_Your assignment:_
The expected output is the exact lines from the one containing "Turn all roads" through the end of the data, inclusive, and nothing else.

-- Record excerpts follows --

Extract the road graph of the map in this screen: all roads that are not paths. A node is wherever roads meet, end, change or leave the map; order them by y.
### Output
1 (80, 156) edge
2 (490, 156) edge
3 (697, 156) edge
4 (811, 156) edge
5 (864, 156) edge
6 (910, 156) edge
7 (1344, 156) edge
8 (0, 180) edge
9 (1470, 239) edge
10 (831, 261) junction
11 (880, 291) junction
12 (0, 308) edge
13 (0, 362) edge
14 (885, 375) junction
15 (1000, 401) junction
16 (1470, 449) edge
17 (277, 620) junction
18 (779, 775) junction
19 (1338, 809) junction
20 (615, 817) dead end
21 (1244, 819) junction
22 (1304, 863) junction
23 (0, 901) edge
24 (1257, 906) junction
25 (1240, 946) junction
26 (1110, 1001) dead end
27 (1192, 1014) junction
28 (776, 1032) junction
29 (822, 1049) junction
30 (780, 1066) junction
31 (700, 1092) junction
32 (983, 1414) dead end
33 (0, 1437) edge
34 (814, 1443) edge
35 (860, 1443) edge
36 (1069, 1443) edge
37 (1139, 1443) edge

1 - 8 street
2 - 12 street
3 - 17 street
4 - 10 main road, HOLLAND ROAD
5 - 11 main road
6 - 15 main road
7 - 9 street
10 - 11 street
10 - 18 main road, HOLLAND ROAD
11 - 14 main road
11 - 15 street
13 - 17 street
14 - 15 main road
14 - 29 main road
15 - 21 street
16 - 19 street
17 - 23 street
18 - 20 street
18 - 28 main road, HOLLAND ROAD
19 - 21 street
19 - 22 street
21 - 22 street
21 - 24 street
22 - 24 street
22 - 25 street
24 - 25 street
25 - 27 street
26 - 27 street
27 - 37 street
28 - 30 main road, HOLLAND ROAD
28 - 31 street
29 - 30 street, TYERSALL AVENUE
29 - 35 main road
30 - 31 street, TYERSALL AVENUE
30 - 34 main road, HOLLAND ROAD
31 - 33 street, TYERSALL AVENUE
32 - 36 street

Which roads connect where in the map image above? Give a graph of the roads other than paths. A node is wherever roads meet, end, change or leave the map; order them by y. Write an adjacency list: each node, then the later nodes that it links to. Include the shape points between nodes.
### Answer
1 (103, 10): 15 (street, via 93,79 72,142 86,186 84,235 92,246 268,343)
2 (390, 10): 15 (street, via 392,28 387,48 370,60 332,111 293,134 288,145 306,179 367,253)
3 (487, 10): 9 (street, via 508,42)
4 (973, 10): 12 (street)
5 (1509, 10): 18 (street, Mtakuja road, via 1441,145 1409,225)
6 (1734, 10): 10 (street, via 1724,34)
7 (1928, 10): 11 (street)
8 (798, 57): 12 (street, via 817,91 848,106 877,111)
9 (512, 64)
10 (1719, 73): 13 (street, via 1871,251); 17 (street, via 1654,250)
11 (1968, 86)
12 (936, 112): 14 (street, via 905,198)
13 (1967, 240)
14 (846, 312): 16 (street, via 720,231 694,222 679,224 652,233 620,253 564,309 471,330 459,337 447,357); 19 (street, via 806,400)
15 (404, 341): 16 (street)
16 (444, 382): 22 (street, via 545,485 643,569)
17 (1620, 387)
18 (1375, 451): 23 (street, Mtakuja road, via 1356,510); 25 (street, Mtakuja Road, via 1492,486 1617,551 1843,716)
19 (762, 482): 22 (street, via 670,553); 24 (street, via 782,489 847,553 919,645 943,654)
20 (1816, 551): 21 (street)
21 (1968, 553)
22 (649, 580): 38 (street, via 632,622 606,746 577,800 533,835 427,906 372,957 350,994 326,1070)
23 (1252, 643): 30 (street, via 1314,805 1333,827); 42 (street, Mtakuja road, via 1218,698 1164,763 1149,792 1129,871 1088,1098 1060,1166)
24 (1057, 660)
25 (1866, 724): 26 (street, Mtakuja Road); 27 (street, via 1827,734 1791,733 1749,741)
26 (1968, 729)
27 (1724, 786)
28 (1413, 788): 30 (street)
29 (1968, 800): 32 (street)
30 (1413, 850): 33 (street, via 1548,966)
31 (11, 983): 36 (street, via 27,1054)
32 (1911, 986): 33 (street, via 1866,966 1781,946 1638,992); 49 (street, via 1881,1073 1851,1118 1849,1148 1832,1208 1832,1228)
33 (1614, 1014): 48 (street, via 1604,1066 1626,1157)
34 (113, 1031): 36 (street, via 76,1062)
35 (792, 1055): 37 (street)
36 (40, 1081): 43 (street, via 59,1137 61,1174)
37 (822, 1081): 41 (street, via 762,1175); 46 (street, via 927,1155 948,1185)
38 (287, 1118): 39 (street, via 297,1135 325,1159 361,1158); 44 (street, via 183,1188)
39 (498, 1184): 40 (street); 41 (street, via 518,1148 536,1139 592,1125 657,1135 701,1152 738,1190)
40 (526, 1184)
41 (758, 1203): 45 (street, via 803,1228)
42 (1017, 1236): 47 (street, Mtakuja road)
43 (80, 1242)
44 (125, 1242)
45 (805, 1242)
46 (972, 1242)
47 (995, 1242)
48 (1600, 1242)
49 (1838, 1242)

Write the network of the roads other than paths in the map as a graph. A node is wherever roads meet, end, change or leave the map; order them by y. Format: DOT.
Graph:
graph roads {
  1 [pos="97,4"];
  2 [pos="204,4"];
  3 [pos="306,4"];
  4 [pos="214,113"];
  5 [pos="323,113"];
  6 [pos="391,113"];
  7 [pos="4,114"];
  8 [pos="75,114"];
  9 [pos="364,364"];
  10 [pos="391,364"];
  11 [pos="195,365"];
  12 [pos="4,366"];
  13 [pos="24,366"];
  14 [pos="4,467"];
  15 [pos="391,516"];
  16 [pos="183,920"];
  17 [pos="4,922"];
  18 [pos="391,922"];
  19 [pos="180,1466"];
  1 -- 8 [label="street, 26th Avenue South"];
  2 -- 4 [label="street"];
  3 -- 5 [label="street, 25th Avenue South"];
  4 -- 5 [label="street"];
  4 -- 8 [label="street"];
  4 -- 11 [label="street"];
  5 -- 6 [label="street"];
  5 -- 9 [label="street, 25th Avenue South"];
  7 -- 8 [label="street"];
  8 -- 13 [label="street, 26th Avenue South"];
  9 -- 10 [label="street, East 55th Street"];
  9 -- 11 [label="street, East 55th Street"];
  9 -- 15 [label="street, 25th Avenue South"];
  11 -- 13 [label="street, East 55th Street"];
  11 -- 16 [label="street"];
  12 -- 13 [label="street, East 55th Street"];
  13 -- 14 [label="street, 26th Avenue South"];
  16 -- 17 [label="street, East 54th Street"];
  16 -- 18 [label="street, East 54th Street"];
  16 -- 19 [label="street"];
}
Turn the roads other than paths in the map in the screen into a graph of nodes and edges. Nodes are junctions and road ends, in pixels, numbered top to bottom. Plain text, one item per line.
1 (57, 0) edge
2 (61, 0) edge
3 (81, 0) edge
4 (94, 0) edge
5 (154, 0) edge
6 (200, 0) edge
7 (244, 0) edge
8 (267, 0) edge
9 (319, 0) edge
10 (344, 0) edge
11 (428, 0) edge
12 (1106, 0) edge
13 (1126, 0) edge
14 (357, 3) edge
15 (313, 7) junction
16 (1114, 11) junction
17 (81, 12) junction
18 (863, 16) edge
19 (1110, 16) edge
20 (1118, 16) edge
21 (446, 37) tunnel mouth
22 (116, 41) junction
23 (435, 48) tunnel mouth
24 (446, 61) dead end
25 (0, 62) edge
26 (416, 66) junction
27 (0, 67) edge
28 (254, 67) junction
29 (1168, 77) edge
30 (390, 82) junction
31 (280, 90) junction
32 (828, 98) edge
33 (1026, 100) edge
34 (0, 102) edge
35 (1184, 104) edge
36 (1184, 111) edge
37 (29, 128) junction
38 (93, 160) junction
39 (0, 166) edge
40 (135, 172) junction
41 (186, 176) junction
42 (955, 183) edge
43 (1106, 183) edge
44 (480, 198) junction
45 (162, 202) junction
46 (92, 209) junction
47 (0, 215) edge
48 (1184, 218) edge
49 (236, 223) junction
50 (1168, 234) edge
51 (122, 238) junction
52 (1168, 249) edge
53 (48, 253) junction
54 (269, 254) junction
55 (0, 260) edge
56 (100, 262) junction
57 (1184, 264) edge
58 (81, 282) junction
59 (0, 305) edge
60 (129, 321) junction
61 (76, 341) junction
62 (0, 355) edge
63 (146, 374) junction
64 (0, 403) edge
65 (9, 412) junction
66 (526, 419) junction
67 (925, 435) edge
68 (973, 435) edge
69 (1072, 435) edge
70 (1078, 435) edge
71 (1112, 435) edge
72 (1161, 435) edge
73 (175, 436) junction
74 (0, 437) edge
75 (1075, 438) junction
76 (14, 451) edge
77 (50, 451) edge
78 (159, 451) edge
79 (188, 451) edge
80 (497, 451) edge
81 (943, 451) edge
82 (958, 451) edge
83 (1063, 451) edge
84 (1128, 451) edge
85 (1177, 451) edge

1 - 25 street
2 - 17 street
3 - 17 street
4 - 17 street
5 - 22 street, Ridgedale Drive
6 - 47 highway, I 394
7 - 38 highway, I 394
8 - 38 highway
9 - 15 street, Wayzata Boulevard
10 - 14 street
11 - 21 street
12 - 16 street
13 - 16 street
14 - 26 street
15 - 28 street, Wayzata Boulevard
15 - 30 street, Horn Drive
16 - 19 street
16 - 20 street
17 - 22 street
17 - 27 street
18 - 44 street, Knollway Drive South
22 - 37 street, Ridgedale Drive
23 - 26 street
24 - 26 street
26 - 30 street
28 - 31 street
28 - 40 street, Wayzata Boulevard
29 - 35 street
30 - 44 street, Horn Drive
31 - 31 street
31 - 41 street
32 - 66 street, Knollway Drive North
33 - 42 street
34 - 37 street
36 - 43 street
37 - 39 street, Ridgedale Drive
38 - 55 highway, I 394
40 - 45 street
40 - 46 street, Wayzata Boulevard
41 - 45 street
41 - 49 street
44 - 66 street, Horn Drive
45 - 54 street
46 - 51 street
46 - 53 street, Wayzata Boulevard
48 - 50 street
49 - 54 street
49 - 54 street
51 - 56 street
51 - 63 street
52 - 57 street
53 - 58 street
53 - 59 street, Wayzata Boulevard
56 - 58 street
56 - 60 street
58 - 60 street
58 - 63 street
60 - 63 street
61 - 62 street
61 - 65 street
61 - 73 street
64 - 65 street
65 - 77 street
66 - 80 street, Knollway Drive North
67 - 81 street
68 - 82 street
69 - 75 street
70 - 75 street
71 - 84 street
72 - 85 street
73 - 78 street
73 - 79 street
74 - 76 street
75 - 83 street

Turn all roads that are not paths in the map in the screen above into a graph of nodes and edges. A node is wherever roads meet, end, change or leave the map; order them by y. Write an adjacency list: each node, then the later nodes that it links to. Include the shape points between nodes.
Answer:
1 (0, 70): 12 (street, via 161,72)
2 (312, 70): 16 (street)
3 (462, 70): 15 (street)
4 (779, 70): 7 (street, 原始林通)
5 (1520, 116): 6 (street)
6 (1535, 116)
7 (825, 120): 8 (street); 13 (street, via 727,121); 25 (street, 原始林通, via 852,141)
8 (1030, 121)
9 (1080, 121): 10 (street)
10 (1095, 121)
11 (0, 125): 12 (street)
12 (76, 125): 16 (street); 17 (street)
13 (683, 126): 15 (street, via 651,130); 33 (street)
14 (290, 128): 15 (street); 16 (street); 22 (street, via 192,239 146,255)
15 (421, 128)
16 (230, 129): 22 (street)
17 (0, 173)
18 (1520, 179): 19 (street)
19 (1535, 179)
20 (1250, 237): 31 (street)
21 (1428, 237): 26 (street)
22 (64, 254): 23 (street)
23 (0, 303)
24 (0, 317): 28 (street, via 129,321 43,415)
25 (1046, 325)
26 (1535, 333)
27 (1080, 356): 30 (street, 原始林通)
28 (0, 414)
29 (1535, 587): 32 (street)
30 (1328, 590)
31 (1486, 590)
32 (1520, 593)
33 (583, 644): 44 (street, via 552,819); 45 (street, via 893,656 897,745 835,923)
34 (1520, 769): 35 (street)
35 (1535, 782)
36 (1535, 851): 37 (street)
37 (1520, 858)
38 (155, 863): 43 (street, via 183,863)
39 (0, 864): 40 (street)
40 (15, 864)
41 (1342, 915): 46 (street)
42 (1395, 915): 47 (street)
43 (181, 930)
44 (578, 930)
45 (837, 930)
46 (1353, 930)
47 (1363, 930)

-- Record excerpts concluded --

_Reply to the exercise:_
Turn all roads that are not paths in the map in the screen above into a graph of nodes and edges. A node is wherever roads meet, end, change or leave the map; order them by y. Write an adjacency list: each node, then the later nodes that it links to. Include the shape points between nodes.
Answer:
1 (0, 70): 12 (street, via 161,72)
2 (312, 70): 16 (street)
3 (462, 70): 15 (street)
4 (779, 70): 7 (street, 原始林通)
5 (1520, 116): 6 (street)
6 (1535, 116)
7 (825, 120): 8 (street); 13 (street, via 727,121); 25 (street, 原始林通, via 852,141)
8 (1030, 121)
9 (1080, 121): 10 (street)
10 (1095, 121)
11 (0, 125): 12 (street)
12 (76, 125): 16 (street); 17 (street)
13 (683, 126): 15 (street, via 651,130); 33 (street)
14 (290, 128): 15 (street); 16 (street); 22 (street, via 192,239 146,255)
15 (421, 128)
16 (230, 129): 22 (street)
17 (0, 173)
18 (1520, 179): 19 (street)
19 (1535, 179)
20 (1250, 237): 31 (street)
21 (1428, 237): 26 (street)
22 (64, 254): 23 (street)
23 (0, 303)
24 (0, 317): 28 (street, via 129,321 43,415)
25 (1046, 325)
26 (1535, 333)
27 (1080, 356): 30 (street, 原始林通)
28 (0, 414)
29 (1535, 587): 32 (street)
30 (1328, 590)
31 (1486, 590)
32 (1520, 593)
33 (583, 644): 44 (street, via 552,819); 45 (street, via 893,656 897,745 835,923)
34 (1520, 769): 35 (street)
35 (1535, 782)
36 (1535, 851): 37 (street)
37 (1520, 858)
38 (155, 863): 43 (street, via 183,863)
39 (0, 864): 40 (street)
40 (15, 864)
41 (1342, 915): 46 (street)
42 (1395, 915): 47 (street)
43 (181, 930)
44 (578, 930)
45 (837, 930)
46 (1353, 930)
47 (1363, 930)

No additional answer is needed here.